Your answer should consist of the lines below that hold the word "edge".
(DATA RECORDS Opens)
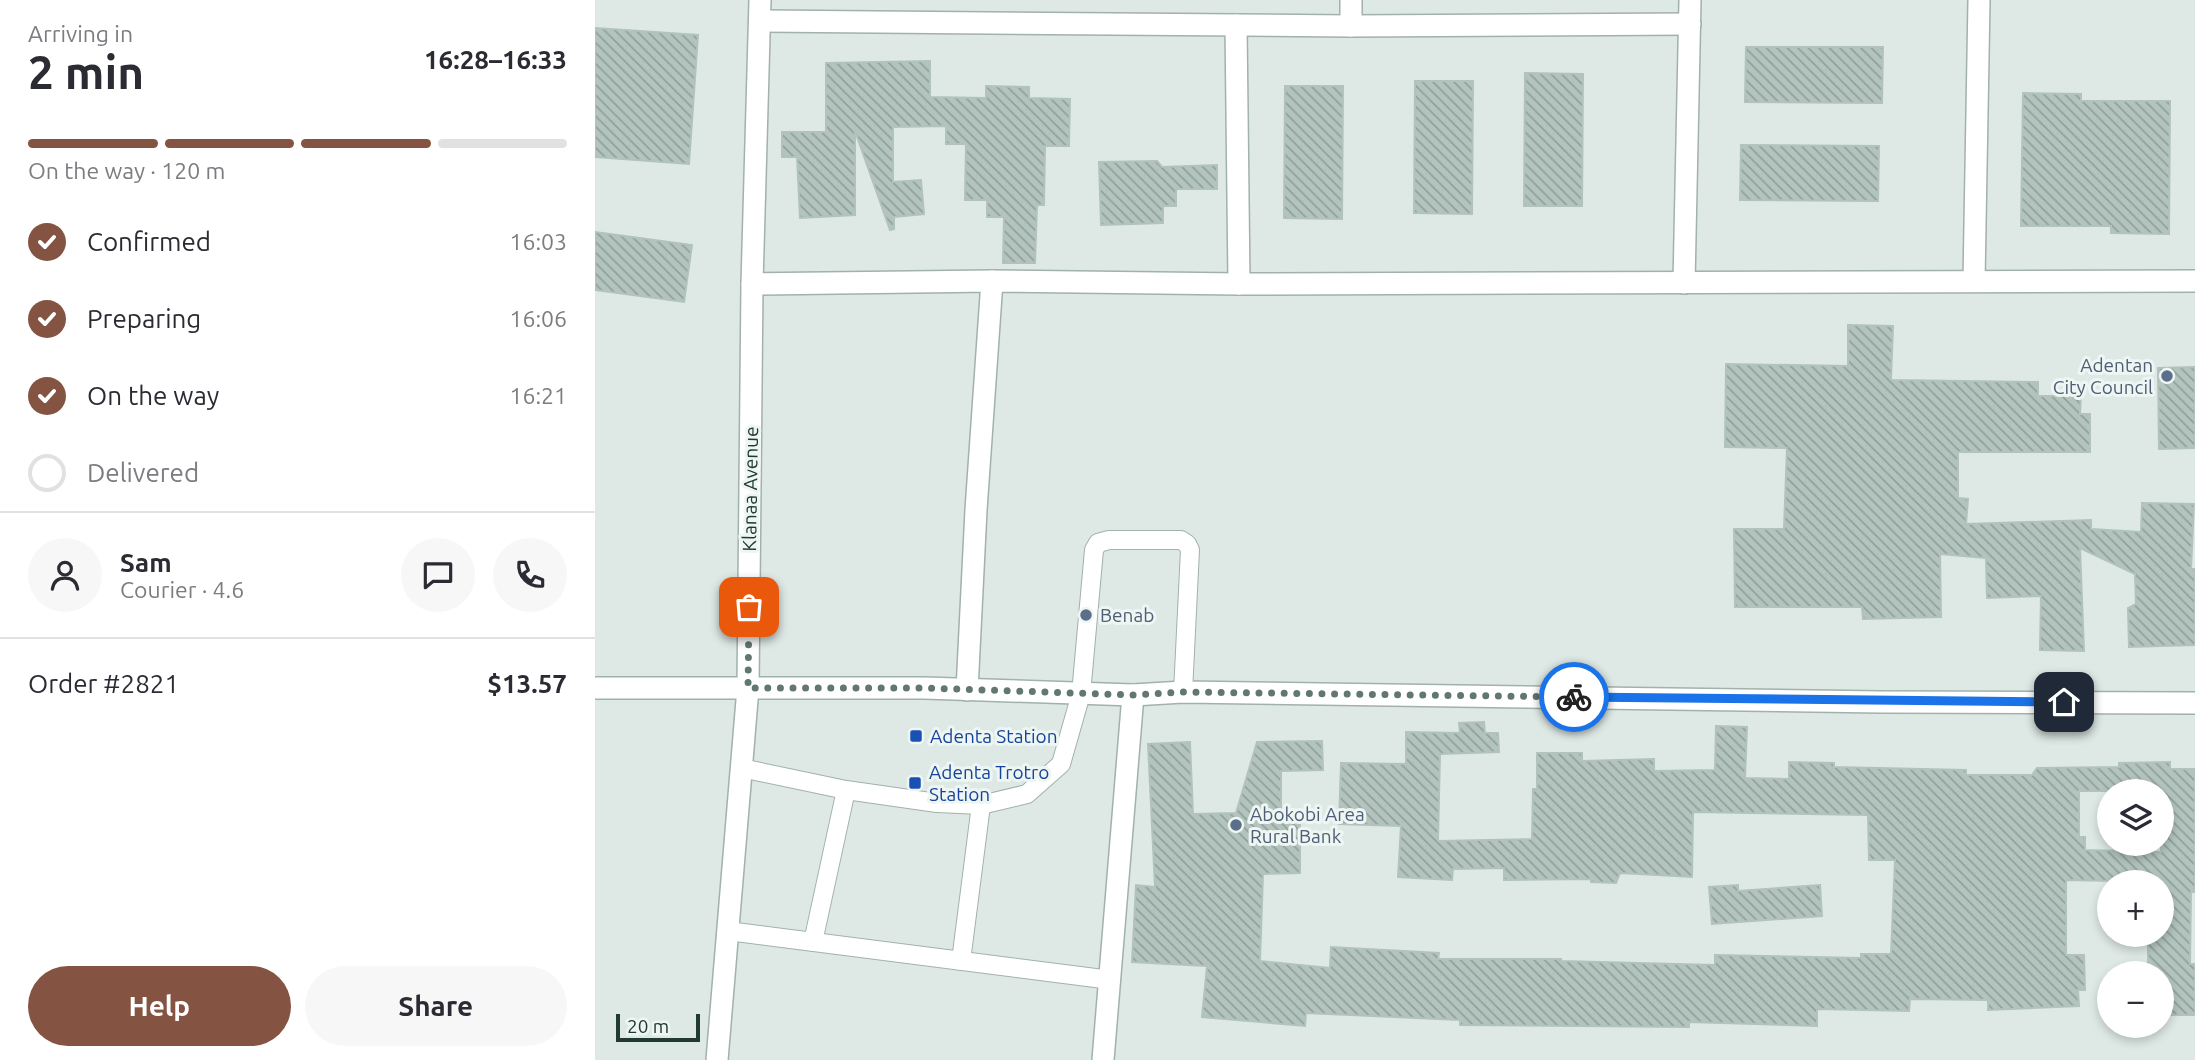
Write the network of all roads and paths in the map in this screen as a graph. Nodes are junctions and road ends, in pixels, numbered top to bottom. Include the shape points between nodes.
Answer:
1 (1351, 0) edge
2 (1690, 0) edge
3 (1979, 0) edge
4 (760, 10) edge
5 (1690, 24) junction
6 (1236, 25) junction
7 (1351, 26) junction
8 (992, 281) junction
9 (1975, 281) junction
10 (2195, 281) edge
11 (1684, 282) junction
12 (753, 284) junction
13 (1239, 284) junction
14 (595, 688) edge
15 (748, 688) junction
16 (967, 690) junction
17 (1184, 692) junction
18 (1081, 694) junction
19 (1133, 695) junction
20 (2195, 703) edge
21 (741, 768) junction
22 (846, 790) junction
23 (981, 805) junction
24 (727, 930) junction
25 (813, 942) junction
26 (961, 961) junction
27 (1111, 980) junction
28 (716, 1060) edge
29 (1103, 1060) edge

1 - 7 street
2 - 5 street
3 - 9 street
4 - 6 street
4 - 12 street, Klanaa Avenue
5 - 7 street
5 - 11 street
6 - 7 street
6 - 13 street
8 - 12 street
8 - 13 street
8 - 16 street
9 - 10 street
9 - 11 street
11 - 13 street
12 - 15 street, Klanaa Avenue
14 - 15 street
15 - 16 street
15 - 21 street, Klanaa Avenue
16 - 18 street
17 - 18 lane via 1191,550 1181,540 1109,540 1098,543 1094,550
17 - 19 street
17 - 20 street
18 - 19 street
18 - 23 lane via 1061,764 1027,793
19 - 27 street
21 - 22 lane
21 - 24 street, Klanaa Avenue
22 - 23 lane
22 - 25 lane
23 - 26 lane
24 - 25 lane
24 - 28 street, Klanaa Avenue
25 - 26 lane
26 - 27 lane
27 - 29 street

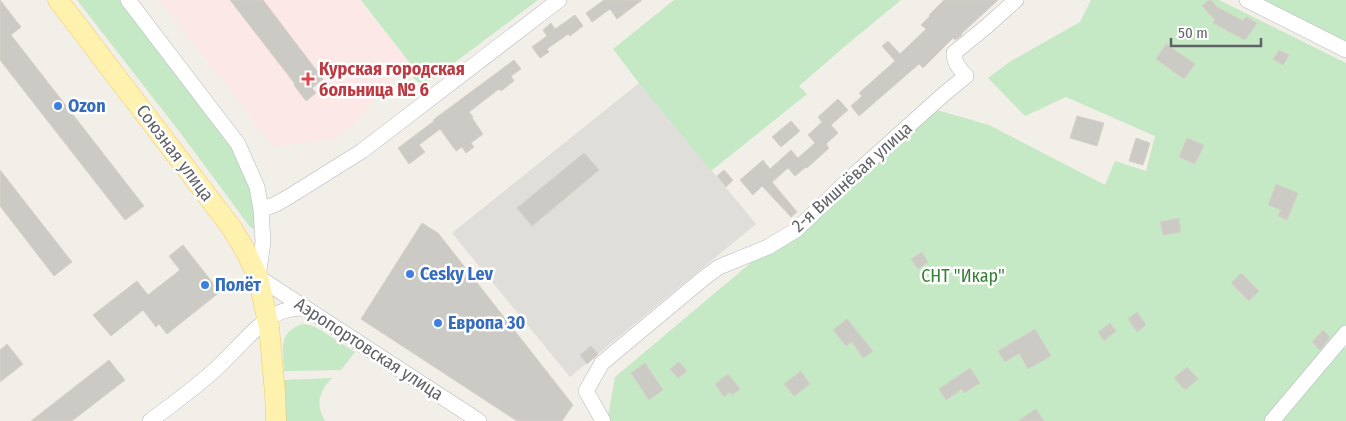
(DATA RECORDS Closes)
EXERCISE SOLUTION:
1 (1351, 0) edge
2 (1690, 0) edge
3 (1979, 0) edge
4 (760, 10) edge
10 (2195, 281) edge
14 (595, 688) edge
20 (2195, 703) edge
28 (716, 1060) edge
29 (1103, 1060) edge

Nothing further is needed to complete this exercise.